曾姑姑很滿意兩人的謹慎懂事, 每隔五日就過來探望一回。有時還會帶些應季的衣裳首飾,雖說不是很名貴的東西, 可是卻看得出是花費了心思的。要是有空閑了,曾姑姑還會在新宅子里耽誤半天, 出言指點兩姐妹的儀范和衣飾打扮。
兩女都是吃過苦頭的人, 知道曾姑姑是真心為她們好, 極為珍惜這個機會,但凡布置下來的課業都加倍加量地用心完成。

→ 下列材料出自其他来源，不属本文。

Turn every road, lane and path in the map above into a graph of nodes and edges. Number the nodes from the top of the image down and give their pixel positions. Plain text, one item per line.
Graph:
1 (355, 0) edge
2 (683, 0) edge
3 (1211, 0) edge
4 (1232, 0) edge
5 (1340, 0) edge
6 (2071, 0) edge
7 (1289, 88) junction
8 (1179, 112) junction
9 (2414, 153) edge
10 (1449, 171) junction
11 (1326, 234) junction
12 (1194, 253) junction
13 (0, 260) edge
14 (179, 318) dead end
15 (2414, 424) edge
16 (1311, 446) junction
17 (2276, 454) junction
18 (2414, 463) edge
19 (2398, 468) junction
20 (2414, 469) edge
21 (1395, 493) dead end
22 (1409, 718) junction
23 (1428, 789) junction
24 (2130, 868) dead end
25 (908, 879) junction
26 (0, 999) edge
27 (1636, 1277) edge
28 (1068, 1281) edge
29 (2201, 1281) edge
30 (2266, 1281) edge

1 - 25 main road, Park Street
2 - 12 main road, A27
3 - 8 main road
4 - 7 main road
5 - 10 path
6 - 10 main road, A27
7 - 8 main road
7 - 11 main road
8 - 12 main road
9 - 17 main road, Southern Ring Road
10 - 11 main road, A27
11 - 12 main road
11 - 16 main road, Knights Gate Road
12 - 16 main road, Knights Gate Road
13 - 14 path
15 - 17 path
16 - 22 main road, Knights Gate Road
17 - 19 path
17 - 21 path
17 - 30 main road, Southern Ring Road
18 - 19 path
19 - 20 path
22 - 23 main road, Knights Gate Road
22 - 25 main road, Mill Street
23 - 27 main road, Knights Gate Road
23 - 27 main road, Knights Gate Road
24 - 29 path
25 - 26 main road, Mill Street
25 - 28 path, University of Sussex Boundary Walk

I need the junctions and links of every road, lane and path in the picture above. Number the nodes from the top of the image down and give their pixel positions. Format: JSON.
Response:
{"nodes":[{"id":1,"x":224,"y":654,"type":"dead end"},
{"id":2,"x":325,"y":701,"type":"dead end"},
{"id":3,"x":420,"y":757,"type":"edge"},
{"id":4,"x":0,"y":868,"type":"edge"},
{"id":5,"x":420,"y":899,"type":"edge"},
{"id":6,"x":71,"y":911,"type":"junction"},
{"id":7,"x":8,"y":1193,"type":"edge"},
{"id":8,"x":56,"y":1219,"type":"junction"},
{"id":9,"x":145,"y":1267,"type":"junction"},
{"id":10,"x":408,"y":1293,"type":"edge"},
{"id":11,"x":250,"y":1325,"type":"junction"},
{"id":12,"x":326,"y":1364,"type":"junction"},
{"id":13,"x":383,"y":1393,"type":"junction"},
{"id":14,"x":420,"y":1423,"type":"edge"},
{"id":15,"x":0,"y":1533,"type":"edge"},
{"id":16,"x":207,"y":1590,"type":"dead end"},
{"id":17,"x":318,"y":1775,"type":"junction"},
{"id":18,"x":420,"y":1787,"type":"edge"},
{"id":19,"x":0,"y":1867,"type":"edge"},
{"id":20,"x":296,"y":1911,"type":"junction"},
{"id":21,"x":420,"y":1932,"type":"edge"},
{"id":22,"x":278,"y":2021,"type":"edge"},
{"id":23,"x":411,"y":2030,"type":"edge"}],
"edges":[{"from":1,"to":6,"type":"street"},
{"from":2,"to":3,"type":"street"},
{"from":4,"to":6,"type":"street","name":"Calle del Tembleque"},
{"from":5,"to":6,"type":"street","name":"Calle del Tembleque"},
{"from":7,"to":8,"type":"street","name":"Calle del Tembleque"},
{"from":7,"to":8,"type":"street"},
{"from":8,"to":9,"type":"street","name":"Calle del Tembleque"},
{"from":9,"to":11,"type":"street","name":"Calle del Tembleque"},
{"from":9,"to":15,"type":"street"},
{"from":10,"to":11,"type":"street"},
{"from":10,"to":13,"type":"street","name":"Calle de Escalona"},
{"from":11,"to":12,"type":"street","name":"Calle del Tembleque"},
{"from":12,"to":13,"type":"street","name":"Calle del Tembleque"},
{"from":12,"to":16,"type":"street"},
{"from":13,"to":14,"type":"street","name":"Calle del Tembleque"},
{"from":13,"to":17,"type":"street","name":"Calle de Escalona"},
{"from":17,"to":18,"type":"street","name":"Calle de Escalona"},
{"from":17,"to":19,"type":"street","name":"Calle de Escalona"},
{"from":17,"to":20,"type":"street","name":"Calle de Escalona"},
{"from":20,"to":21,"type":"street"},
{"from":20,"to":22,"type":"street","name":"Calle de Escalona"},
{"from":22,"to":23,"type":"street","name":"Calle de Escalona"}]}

名師遇到高徒,不過幾個月的功夫, 兩女仿若脫胎換骨,身上的那股艷俗和風塵氣已經沓無蹤跡。若是走在街面上,說是哪家的閨秀也盡有人信了。
傅百善尋著空子也悄悄跟著曾姑姑來了兩回, 她倒是沒有什么門戶之見,幾歲時她爹傅滿倉就帶著她在碼頭上作耍,那里三教九流各式樣人都有,也沒覺得人要分成三六九等。兩女很喜歡這個小姑娘, 覺得若非這傅家人良善熱心, 兩人恐不能如此便宜得逃離樊籠,仔細考量了一番后特意拿出看家本事繡了一套掛屏,送與傅百善作為閨閣間的謝禮。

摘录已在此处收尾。